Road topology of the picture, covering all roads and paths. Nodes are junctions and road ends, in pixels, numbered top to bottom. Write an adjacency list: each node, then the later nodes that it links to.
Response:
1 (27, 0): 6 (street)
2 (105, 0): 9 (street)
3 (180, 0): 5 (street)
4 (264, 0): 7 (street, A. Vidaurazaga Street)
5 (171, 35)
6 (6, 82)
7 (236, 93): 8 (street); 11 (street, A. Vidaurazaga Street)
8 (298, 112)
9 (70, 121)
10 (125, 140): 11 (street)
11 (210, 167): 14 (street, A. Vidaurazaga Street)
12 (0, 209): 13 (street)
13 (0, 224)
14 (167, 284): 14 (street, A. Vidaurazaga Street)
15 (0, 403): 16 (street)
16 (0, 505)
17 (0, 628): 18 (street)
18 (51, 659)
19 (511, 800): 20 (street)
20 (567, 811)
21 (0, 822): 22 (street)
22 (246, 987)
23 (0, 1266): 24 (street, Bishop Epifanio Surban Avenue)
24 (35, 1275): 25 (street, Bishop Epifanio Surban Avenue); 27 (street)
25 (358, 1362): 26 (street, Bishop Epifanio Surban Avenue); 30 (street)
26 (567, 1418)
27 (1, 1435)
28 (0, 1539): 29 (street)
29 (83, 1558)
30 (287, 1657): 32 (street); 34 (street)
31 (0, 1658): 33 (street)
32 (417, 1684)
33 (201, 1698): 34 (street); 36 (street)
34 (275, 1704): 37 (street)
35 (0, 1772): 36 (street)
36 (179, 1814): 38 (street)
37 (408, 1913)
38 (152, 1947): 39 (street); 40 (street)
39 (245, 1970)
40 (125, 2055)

******

TASK PROMPT:
Every line in the records above that contains the word "Surban" should be copied out.

SOLUTION BELOW:
23 (0, 1266): 24 (street, Bishop Epifanio Surban Avenue)
24 (35, 1275): 25 (street, Bishop Epifanio Surban Avenue); 27 (street)
25 (358, 1362): 26 (street, Bishop Epifanio Surban Avenue); 30 (street)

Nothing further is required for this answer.